ChaosSearch FAQs

📘
ChaosSearch GitHub
CS-GitHub

General FAQ

What is ChaosSearch?

ChaosSearch is a SaaS solution that transforms cloud storage into an analytics platform for historical log and event data. The ChaosSearch service uniquely automates the discovery, organization, and indexing of log and event data and provides an Elasticsearch, OpenSearch Dashboards, and Superset interface for analysis. With the ChaosSearch service, you can extend the functionality of an Elasticsearch cluster onto cloud storage for easy, inexpensive access to the long-tail of your data.

How does ChaosSearch extend my existing Elastic Stack?

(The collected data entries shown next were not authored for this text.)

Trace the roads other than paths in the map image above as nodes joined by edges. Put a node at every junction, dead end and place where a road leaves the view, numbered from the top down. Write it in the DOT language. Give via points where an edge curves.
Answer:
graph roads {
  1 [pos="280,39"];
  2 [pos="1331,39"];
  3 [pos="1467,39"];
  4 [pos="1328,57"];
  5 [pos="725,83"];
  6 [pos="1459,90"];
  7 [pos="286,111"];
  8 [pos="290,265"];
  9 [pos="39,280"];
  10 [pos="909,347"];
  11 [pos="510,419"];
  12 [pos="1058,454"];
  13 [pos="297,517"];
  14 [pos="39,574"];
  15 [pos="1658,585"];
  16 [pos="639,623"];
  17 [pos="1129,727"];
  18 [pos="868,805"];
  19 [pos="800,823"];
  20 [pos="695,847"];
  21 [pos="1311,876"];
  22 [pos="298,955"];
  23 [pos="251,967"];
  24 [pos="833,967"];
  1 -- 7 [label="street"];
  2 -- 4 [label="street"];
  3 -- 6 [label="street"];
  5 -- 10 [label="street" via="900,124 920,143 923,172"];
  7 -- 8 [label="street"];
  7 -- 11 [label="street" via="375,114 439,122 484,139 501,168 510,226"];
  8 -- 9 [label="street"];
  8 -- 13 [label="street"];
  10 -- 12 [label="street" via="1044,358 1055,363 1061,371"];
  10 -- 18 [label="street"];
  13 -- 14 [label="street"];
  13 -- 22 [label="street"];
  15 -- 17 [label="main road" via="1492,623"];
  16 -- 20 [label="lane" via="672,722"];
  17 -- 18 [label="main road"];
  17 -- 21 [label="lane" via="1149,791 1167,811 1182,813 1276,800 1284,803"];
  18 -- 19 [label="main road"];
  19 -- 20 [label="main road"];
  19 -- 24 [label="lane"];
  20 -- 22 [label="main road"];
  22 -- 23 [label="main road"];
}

The ChaosSearch service is designed to work alongside an existing Elastic Stack architecture. When an Elasticsearch cluster becomes cost prohibitive to store log and event data for longer-term analysis, simply move these logs and events into your S3 bucket and let the ChaosSearch service manage and index this data while providing Elasticsearch and OpenSearch Dashboards access. ChaosSearch conceptually turns cloud storage AWS S3/GCP buckets into an Elasticsearch cluster for historical (aka warm) log and event analytics, allowing an actual Elasticsearch cluster to focus on real-time analysis.

What is the difference between Elasticsearch and ChaosSearch?

Elasticsearch and the ELK stack are used for real-time search and fault detection of log and event data, typically in the range of 5 to 10 days. ChaosSearch is designed to provide “long-term” log and event management and analysis in the range of weeks, months, and years, all at a significantly reduced cost. Storing gigabytes and terabytes of log and event data in Elasticsearch becomes expensive quickly, forcing users to either move that data to archive cloud storage with expensive retrieval costs, or delete it completely. Additionally, unlike Elasticsearch, the ChaosSearch service is the first of its kind to offer cost-effective log and event management and analytics, enabling trend, predictive, and machine learning analysis.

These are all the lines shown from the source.